FIG. 5 is a side view of the preferred embodiment of the invention showing the position of the device relative to the moving cartons passing thereunder.
FIG. 6 is a theoretical illustration of ambient air and inert gas flow pattern obtained in operation of gas displacement device of the invention.
Referring to FIG. 1, the gas displacement device 2 in accordance with the preferred embodiment of the invention comprises tubing 4 having a cylindrical channel 6 and a pipe 8 connected to tubing 4 and having a cylindrical channel 10 which communicates with channel 6. The diameter of channel 10 is greater than the diameter of channel 6.
The pipe 8 further has an end portion 12 of reduced outer diameter which is designed to couple with a hole 14 formed in a hood 16. The outer surface of end portion 12 and the inner surface of hole 14 may be threaded for mutual engagement. Alternatively, the outer surface of end portion 12 and inner surface of hole 14 may be smooth, with corresponding diametral dimensions such that end portion 12 can be press-fitted into hole 14.
Tube 4 and pipe 8 are preferably made of stainless steel or functionally equivalent material; and hood 16 is preferably made of aluminum or stainless steel. In the preferred embodiment, tube 4 is 1/21"×0.035" stainless steel tubing; pipe 8 is stainless steel pipe with an internal diameter of 1" milled to 1/32"; and hood 16 has outer dimensions of 55/8"×3 and 7/8"×1 3/4" when used in conjunction with half-gallon paperboard cartons. In the top view of FIG. 3, tube 6 and pipe 8 appear in section.
The hood 16 has a circular cylindrical channel 18 which communicates with channel 10 of pipe 8 when the end of pipe 8 is mounted in hole 14. Hood 16 also has a chamber 20 which communicates with channel 18 via an elliptical opening 22. Chamber 20 is formed by an inclined planar top wall 24 and a peripheral wall 26. As is best shown in FIG. 1, the height of chamber 20 varies linearly in a lengthwise direction. Peripheral wall 26 has a substantially rectangular cross section with rounded corners and forms an aperture 28 of the same shape. See FIG. 2. Aperture 28 communicates with opening 22 via chamber 20. A blanket of inert gas passes through aperture 28, as discussed in more detail below.
Conventional gable-top half-gallon paperboard cartons have a square cross section and a side dimension of 3 3/4". Accordingly, the dimensions of the hood are generally dictated by the need to conform to the dimensions of the cartons. For example, in the preferred embodiment of the device for use with standard half-gallon gable-top paperboard cartons, the front wall of chamber 26 has a height of 25/32"; the rear wall of chamber 26 has a height of 15/32"; and aperture 28 has a width of 2 7/8" and a length of 4 25/32". However, the dimensions of the hood may vary in dependence on the size of the carton.

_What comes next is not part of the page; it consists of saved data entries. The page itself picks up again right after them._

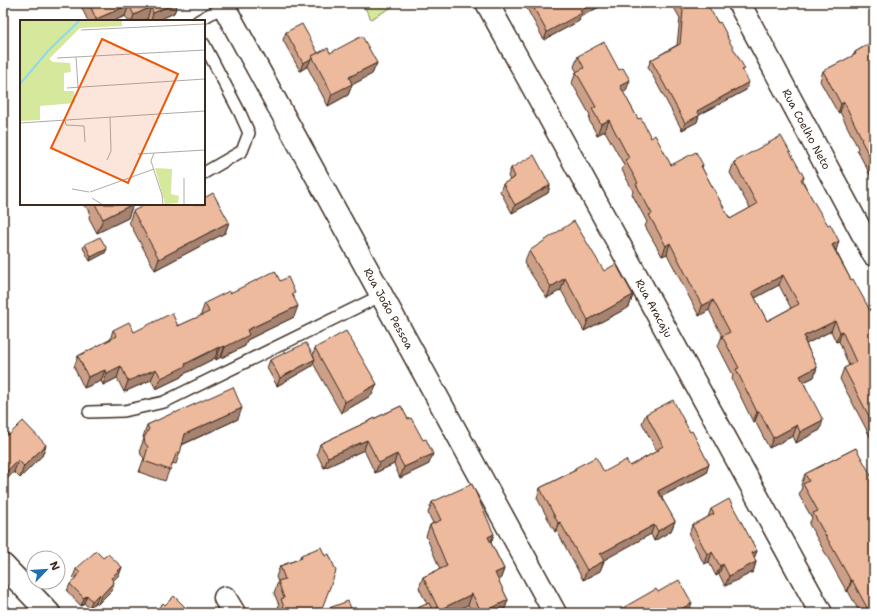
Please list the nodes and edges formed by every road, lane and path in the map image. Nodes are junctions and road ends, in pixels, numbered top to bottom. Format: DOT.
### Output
graph roads {
  1 [pos="487,3"];
  2 [pos="739,3"];
  3 [pos="223,4"];
  4 [pos="199,20"];
  5 [pos="205,46"];
  6 [pos="205,171"];
  7 [pos="874,255"];
  8 [pos="382,295"];
  9 [pos="89,412"];
  10 [pos="3,565"];
  11 [pos="49,613"];
  12 [pos="555,613"];
  13 [pos="821,613"];
  1 -- 13 [label="street, Rua Aracaju"];
  2 -- 7 [label="street, Rua Coelho Neto"];
  3 -- 4 [label="lane"];
  3 -- 8 [label="street, Rua João Pessoa"];
  5 -- 6 [label="lane"];
  8 -- 9 [label="lane"];
  8 -- 12 [label="street, Rua João Pessoa"];
  10 -- 11 [label="street"];
}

As best seen in FIG. 5, containers 40 and 40' are conveyed under the hood 16 in a lengthwise direction (denoted by arrow A) by a conveyor belt (not shown). In accordance with the preferred embodiment of the invention described herein, those containers have a square cross-section. The hood is arranged at a height such that aperture 28 is separated from the open tops of the containers thereunder by a predetermined gap denoted by the letter "h" in FIG. 1. In the preferred embodiment, which has application for use in processing standard half-gallon gable-top paperboard cartons, "h" equals 3/32".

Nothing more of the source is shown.